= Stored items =
((
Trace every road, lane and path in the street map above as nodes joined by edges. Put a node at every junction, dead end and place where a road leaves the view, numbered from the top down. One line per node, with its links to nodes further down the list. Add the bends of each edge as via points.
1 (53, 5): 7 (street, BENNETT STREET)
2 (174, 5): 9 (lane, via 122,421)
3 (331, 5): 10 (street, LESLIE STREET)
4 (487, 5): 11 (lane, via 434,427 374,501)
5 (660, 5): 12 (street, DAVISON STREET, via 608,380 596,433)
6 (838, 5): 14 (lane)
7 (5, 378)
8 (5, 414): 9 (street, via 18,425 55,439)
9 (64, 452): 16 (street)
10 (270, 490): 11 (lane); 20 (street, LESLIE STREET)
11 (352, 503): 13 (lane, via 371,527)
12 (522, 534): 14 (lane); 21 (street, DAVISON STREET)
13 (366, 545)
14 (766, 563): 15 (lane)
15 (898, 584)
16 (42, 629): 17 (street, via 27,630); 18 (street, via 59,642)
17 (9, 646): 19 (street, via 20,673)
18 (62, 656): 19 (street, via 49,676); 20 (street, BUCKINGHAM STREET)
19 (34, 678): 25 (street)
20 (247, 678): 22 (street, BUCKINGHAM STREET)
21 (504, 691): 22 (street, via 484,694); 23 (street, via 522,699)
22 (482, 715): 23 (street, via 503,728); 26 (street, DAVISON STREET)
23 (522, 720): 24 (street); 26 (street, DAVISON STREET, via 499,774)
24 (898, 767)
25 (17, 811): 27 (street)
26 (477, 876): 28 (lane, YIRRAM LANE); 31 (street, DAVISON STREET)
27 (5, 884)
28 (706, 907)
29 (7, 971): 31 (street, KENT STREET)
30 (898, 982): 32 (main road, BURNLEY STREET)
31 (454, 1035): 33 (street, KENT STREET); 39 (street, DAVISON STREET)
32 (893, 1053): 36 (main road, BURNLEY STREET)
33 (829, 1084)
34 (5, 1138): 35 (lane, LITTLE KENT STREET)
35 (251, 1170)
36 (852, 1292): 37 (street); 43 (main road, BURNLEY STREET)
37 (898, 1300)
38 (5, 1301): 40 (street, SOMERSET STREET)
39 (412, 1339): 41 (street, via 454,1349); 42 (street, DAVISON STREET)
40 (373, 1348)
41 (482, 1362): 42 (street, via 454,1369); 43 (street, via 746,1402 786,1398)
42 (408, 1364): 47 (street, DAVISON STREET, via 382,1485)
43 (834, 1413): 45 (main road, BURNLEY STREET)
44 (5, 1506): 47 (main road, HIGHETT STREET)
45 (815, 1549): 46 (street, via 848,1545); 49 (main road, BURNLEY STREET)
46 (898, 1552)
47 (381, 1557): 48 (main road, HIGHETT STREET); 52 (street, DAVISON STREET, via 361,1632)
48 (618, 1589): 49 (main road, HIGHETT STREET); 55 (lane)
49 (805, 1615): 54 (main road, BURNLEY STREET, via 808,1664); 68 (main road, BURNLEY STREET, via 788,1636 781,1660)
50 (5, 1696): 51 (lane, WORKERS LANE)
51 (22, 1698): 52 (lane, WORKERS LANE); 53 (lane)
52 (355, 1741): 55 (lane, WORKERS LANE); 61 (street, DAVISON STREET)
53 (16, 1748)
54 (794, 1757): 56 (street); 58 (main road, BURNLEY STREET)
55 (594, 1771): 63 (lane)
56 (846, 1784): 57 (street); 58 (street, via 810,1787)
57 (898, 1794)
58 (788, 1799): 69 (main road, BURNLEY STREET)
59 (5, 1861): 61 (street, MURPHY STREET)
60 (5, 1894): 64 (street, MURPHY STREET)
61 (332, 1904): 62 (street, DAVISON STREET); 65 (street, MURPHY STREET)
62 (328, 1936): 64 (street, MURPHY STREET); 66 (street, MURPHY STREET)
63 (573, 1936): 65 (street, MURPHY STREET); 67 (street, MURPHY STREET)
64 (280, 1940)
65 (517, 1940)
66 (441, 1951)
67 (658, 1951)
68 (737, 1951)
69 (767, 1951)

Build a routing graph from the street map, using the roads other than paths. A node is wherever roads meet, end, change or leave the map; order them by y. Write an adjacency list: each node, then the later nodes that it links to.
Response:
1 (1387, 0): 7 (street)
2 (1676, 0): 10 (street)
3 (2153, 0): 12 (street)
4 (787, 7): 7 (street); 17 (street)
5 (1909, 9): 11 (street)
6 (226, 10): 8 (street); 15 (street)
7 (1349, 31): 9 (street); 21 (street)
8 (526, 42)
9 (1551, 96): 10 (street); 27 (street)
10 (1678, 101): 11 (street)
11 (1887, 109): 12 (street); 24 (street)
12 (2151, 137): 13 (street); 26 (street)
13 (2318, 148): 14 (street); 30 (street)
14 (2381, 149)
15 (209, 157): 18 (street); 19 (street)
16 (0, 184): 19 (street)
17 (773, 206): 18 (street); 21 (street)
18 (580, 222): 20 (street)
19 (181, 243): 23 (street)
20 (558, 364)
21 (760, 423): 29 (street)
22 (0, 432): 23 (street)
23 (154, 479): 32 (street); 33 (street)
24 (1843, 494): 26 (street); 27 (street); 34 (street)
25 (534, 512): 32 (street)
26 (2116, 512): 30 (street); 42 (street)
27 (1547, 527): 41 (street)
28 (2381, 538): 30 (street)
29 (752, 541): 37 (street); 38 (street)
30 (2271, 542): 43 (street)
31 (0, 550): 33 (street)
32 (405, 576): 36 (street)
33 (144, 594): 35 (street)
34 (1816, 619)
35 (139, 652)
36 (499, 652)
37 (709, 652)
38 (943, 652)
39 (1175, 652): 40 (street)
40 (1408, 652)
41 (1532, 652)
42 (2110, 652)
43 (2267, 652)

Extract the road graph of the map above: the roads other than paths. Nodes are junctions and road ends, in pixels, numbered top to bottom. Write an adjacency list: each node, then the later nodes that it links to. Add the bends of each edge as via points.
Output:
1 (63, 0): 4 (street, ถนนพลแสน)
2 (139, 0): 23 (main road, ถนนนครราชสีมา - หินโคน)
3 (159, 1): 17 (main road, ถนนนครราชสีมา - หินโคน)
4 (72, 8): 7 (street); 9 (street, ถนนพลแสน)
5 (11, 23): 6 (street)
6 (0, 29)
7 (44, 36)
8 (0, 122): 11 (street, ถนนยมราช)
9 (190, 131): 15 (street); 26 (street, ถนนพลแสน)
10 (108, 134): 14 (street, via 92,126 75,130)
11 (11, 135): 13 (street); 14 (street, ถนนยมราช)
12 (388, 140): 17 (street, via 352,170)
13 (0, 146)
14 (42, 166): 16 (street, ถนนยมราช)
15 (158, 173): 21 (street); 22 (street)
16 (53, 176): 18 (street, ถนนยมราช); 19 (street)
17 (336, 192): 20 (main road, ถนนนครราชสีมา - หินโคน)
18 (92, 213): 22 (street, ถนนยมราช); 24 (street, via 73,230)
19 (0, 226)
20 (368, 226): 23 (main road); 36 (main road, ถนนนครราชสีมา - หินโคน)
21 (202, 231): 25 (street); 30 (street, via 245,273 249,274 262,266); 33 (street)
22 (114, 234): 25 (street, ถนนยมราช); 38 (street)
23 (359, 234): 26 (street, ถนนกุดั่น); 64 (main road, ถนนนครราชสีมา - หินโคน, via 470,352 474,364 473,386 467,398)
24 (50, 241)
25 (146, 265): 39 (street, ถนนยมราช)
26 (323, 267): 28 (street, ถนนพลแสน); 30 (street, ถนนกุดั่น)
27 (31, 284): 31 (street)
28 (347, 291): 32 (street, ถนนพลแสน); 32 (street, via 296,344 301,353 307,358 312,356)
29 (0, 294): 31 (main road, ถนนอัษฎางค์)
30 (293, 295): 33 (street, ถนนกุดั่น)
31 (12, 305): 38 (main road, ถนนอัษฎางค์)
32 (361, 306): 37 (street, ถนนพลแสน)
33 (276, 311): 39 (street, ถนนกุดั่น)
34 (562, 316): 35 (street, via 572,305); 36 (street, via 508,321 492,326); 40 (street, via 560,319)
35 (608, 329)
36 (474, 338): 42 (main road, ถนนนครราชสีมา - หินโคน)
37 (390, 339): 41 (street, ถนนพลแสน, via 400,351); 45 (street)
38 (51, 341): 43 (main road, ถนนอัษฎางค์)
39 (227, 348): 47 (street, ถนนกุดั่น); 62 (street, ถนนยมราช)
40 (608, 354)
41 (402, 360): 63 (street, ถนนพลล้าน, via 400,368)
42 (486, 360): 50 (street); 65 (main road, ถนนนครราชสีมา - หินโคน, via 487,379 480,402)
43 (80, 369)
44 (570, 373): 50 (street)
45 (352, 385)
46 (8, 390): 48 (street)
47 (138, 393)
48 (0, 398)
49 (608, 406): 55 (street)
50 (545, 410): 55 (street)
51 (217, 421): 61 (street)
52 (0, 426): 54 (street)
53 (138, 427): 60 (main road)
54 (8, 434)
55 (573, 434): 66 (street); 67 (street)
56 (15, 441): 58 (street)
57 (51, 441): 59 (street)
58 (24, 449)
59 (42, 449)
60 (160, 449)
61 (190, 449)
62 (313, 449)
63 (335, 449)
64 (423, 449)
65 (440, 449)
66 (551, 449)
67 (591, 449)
))
= Description of the task =
Where does the word "ถนนอ" appear in the records? Copy every line that holds it.

= Exercise response =
29 (0, 294): 31 (main road, ถนนอัษฎางค์)
31 (12, 305): 38 (main road, ถนนอัษฎางค์)
38 (51, 341): 43 (main road, ถนนอัษฎางค์)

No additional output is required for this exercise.